=== TASK ITEM ===
Look for the word "edges" in the records, and copy each line where it appears.

=== DATA EXCERPTS ===
+---+

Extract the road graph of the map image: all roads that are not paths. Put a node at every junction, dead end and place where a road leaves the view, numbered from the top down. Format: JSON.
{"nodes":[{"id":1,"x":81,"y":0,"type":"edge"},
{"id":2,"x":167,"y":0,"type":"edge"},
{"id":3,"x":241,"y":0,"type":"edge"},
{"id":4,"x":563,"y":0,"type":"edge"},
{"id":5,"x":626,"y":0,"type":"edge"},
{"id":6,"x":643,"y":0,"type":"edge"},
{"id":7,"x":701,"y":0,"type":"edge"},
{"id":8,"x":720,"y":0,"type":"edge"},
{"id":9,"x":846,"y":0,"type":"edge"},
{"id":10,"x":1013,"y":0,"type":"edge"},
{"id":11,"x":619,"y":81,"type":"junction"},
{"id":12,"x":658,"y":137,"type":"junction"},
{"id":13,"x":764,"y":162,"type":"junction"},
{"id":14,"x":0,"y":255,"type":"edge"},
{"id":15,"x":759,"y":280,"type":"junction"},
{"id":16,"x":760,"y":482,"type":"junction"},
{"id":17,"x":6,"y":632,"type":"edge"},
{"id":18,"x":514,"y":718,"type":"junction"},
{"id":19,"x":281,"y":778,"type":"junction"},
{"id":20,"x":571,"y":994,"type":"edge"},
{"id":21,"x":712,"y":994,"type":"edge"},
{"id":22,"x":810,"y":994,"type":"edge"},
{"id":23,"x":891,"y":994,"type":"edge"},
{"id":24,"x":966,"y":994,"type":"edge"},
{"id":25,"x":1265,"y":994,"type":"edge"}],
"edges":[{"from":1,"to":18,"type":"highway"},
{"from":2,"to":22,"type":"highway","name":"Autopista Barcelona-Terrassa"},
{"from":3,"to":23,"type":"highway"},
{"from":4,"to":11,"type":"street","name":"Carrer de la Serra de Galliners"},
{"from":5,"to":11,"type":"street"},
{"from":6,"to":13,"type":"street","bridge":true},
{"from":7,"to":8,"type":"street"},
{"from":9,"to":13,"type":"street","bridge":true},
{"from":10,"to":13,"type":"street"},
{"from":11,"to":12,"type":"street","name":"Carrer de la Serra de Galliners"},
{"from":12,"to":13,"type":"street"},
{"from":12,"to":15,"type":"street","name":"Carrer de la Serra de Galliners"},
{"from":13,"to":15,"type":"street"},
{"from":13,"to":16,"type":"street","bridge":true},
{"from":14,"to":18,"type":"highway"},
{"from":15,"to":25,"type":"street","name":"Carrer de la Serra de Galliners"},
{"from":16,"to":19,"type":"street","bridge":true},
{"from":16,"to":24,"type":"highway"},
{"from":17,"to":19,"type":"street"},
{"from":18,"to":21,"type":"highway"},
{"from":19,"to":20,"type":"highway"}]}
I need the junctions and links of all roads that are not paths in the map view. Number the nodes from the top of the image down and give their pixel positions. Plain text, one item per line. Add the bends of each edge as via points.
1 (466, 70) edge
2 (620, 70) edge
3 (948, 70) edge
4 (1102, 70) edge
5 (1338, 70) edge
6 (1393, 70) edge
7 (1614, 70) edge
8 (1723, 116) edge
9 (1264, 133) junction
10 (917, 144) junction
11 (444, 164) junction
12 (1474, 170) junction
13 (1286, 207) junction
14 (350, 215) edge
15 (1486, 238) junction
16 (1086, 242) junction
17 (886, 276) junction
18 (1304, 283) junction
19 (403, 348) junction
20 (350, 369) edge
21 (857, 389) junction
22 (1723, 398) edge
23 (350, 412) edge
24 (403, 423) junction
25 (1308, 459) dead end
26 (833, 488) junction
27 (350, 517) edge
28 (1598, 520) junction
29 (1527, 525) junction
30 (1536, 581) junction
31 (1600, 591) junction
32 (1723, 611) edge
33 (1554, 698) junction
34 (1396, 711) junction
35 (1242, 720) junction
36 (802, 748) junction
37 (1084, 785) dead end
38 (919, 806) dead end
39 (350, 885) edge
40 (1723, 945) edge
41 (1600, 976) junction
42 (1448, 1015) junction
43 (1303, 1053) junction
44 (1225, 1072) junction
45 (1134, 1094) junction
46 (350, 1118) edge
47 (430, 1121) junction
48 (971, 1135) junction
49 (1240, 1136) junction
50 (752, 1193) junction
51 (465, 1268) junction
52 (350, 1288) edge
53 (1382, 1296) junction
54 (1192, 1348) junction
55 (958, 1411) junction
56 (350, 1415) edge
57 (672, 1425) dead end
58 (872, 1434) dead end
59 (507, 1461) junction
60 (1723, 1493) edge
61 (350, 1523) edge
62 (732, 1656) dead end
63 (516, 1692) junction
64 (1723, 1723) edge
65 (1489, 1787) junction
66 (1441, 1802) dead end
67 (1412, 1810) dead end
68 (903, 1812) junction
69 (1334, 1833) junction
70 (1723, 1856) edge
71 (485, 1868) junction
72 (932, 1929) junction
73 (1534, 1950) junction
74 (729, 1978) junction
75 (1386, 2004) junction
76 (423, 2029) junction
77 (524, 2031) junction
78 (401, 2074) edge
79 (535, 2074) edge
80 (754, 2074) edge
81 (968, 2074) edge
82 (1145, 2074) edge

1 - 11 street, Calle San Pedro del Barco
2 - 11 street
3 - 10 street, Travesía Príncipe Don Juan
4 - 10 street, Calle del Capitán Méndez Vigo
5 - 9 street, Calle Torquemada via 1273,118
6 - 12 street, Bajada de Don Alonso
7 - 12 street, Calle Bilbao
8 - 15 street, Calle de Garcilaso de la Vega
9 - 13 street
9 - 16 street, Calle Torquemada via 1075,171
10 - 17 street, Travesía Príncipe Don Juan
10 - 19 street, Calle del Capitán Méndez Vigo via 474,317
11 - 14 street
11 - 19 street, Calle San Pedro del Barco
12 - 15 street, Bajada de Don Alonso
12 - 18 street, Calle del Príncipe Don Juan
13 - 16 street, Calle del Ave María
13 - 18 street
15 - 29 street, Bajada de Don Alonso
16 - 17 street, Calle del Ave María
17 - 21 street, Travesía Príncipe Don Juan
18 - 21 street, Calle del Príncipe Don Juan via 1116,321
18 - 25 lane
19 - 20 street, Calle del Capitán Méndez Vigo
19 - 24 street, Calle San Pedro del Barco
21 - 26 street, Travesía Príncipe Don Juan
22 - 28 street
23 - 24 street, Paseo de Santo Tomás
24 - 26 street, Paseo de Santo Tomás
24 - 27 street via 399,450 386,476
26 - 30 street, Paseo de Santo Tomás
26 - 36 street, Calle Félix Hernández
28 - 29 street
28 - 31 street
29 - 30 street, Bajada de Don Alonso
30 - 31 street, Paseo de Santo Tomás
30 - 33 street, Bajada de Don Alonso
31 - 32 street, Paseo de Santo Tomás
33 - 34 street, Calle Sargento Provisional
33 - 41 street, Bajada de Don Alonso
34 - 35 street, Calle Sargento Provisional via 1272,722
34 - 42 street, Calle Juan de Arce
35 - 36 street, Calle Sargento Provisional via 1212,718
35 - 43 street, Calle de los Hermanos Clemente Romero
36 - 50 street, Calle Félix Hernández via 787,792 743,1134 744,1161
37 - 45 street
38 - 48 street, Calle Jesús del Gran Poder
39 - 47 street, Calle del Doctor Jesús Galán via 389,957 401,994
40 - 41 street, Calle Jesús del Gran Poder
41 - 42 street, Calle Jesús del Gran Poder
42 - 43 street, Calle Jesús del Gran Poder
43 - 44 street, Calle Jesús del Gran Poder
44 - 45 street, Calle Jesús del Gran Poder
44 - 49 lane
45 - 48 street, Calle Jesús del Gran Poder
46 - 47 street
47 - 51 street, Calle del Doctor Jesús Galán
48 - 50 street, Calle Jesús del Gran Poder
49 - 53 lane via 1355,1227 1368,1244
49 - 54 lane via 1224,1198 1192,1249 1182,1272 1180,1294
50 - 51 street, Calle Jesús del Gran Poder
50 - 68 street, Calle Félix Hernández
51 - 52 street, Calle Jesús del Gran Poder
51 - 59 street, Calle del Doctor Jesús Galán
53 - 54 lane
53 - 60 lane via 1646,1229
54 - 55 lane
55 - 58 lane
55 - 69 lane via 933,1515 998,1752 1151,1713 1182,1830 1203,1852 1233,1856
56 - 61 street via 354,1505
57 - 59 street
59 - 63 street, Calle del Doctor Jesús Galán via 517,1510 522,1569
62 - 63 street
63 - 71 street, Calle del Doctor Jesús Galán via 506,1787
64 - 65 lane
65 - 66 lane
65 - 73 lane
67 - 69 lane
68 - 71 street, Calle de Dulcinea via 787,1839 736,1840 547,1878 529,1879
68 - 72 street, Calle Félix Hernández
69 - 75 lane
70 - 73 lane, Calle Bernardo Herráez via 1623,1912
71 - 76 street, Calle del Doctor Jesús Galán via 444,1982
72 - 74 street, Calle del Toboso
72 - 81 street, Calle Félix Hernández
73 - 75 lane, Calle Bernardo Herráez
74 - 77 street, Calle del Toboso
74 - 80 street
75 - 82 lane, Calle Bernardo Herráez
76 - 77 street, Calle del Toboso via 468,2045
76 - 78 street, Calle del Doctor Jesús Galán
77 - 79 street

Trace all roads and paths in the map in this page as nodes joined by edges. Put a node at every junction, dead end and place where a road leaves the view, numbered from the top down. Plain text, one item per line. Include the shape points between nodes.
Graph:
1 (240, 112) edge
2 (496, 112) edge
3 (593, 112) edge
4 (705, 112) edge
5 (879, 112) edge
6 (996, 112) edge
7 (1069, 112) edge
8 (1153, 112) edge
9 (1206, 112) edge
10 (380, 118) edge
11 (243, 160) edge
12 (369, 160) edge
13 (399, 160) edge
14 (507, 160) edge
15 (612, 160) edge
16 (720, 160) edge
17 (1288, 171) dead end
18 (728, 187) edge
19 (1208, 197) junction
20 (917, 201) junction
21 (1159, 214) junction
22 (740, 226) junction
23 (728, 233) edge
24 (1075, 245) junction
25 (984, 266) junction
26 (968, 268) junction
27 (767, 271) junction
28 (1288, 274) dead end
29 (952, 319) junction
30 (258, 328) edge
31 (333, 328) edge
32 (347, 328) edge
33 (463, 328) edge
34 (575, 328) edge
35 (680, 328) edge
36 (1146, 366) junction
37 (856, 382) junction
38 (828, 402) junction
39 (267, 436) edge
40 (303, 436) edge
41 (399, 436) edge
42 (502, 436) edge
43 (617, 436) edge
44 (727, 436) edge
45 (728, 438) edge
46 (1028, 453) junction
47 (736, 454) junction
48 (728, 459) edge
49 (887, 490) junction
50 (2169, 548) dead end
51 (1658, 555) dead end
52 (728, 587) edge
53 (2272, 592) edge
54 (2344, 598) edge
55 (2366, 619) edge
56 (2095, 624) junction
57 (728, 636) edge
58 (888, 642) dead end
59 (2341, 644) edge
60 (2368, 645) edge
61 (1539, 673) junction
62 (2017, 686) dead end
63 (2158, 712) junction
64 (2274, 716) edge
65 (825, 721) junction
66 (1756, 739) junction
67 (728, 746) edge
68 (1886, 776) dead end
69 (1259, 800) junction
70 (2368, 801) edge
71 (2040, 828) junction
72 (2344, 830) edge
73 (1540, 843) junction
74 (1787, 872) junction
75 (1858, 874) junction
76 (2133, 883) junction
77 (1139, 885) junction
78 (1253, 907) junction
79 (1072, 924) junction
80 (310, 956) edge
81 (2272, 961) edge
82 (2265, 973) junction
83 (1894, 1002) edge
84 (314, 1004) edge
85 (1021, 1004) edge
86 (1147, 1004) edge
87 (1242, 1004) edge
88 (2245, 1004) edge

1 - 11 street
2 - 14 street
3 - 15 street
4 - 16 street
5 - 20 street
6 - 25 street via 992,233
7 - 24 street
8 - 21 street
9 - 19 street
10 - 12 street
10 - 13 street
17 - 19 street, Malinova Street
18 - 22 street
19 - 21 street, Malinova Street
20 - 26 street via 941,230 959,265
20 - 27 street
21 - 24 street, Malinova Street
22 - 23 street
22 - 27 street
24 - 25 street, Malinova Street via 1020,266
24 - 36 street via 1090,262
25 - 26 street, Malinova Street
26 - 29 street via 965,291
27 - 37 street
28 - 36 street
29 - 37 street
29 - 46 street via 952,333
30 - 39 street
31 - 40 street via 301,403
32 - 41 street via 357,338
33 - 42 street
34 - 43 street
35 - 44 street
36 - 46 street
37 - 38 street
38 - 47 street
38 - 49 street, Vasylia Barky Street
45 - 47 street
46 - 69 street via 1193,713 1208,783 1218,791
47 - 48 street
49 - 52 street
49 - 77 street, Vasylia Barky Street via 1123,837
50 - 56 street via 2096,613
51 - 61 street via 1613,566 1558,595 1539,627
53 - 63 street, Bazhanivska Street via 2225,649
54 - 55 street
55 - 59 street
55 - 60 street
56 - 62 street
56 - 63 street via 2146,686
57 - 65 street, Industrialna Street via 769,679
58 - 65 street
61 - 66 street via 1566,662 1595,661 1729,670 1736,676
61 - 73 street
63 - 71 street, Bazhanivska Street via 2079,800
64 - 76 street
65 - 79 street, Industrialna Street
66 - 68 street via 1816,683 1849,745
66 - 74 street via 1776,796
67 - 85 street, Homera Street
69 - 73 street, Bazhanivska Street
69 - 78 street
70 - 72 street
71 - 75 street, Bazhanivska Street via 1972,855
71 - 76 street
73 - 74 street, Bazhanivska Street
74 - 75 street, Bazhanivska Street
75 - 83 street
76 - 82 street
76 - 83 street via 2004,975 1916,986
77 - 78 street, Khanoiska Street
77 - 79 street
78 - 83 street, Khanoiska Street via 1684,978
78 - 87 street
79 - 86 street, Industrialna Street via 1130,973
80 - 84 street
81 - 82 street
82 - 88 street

+---+

=== RESULT OF THIS TASK ===
"edges":[{"from":1,"to":18,"type":"highway"},
Trace all roads and paths in the map in this page as nodes joined by edges. Put a node at every junction, dead end and place where a road leaves the view, numbered from the top down. Plain text, one item per line. Include the shape points between nodes.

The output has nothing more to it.